I found out about a program that develops the skills of environmental organizers, Green Corps. I applied and got in and soon found myself working on campaigns from protecting one of the strongest climate laws in the world to supporting family ranchers and stopping oil pipelines. I knocked on hundreds upon hundreds of doors over last summer, talking to people about protecting streams and health. Now I'm with the Sierra Club in Denver, Colorado, a place I always dreamed of being with an organization I always wished to work for. I may not be playing basketball on my elementary school's blacktop, but things have worked out great.
Sometimes I get too focused in what I am doing I forget the journey of where I've come from. The challenges I've overcome and still am dealing with-- my Dad passing earlier this year, for instance, or finding out I have Graves' Disease and deciding to have my thyroid surgically removed in 2009. When I begin to imagine where I might be in the next ten years, I realize anything can happen and the potential is limitless. But I know everything I've listed here, everything I've done, every step has been a challenge to overcome for me.
It is videos like what Jonah made that remind me of the path I've found myself on, and where I came from. This is a path that is not uncommon. There are a lot of Bryces and Jonahs out there, lost in the darkness and oppressed by people and shadows. Some of us don't make it out. Stepping out from under the oppression we find ourselves in is never easy. But you can learn more about it, why it happens and how you can personally manage it and then extend a hand to others because we are all on this journey together.

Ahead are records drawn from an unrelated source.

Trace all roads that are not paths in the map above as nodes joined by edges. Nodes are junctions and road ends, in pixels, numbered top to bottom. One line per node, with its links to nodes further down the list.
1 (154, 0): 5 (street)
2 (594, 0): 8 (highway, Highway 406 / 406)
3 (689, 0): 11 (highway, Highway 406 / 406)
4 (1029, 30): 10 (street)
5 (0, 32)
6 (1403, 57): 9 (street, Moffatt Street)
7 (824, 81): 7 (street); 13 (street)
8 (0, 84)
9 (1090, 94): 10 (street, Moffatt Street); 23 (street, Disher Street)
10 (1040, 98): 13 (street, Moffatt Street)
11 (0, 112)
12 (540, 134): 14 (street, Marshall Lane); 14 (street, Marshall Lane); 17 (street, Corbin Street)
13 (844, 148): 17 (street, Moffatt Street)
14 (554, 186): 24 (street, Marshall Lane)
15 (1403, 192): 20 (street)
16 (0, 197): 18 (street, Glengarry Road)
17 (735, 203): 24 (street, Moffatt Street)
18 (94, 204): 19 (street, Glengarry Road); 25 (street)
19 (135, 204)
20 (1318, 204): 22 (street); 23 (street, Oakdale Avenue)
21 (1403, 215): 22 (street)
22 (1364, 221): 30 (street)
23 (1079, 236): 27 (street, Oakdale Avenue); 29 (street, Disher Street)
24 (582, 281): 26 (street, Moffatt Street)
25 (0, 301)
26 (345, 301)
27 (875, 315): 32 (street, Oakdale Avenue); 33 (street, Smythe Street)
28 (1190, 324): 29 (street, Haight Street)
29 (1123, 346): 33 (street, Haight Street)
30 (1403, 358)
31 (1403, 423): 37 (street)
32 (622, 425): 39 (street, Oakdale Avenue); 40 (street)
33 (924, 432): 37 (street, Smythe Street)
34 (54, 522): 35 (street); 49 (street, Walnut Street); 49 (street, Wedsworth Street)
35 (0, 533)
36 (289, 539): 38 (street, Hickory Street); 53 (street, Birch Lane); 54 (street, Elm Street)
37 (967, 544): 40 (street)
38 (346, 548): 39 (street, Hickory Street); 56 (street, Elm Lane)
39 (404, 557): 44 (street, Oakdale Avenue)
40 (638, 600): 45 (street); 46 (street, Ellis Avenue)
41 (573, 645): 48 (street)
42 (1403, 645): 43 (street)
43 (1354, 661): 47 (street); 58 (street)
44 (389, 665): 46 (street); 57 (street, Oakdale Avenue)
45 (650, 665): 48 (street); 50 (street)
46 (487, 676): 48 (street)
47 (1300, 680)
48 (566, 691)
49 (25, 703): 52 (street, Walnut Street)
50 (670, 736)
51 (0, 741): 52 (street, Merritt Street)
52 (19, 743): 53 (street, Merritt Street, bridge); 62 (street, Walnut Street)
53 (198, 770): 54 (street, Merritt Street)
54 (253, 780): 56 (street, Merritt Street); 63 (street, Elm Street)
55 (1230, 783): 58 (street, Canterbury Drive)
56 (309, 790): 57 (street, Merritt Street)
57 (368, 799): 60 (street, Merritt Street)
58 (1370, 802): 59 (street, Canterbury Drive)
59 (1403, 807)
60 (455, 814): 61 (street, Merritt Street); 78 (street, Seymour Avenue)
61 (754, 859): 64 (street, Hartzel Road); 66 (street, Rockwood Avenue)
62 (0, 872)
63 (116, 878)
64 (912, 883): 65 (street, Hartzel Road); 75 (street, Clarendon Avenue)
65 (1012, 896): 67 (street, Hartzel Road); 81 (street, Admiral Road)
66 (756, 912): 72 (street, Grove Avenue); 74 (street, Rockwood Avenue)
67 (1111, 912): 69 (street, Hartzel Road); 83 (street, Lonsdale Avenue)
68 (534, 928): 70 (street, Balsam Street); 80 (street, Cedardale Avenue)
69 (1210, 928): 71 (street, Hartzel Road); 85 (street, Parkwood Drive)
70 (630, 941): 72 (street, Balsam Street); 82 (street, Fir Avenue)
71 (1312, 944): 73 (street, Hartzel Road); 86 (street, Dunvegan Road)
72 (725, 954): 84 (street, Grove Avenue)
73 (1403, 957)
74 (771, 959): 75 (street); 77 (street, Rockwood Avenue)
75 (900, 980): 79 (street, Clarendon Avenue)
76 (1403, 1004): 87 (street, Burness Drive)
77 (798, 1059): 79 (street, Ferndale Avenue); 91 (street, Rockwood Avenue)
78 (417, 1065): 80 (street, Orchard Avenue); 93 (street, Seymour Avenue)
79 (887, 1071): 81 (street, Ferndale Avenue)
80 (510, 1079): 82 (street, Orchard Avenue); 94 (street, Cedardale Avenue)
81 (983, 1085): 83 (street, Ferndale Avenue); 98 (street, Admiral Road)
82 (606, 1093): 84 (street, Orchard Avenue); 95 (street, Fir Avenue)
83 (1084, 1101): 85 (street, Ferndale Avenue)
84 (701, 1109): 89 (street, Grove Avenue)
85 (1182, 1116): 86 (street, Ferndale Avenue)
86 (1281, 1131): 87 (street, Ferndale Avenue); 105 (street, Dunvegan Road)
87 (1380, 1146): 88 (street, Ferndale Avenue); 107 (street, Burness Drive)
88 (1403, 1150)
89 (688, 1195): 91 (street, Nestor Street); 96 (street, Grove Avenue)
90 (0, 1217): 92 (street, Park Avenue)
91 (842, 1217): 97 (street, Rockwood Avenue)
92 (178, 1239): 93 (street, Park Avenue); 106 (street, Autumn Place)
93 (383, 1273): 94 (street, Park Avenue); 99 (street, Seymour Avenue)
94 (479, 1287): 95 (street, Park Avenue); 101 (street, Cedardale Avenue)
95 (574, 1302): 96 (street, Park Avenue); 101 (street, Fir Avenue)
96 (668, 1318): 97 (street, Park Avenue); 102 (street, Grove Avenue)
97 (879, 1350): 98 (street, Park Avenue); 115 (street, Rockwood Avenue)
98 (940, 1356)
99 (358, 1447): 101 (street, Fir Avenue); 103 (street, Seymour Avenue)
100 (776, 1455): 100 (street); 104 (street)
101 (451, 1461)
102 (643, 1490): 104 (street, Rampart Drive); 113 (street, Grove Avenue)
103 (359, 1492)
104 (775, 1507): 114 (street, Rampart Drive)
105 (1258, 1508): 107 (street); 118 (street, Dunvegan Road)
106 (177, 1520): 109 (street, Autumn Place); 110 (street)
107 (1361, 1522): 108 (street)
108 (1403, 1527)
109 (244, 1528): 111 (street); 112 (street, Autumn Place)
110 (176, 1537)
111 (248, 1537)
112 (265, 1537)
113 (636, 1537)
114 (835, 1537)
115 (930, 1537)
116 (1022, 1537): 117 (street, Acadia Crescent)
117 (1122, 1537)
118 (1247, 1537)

My boss for a Buddhist environmental non-profit I worked for once told me that we all must cross the same river but we get to choose the vessel we go in to get to the other shore. The waters can be turbulent, but we ride the same waves together.
Life is still far from perfect for me, but that's how life is. While I've made strides, I'm still not where I want to be in fully appreciating the day-to-day beauty of existence that is out there. But I'm working on it. One step at a time. And I have amazing friends across the country and beyond who are there for me.
Good luck on your journey, Jonah. You're going to do great and are already strides ahead of the game.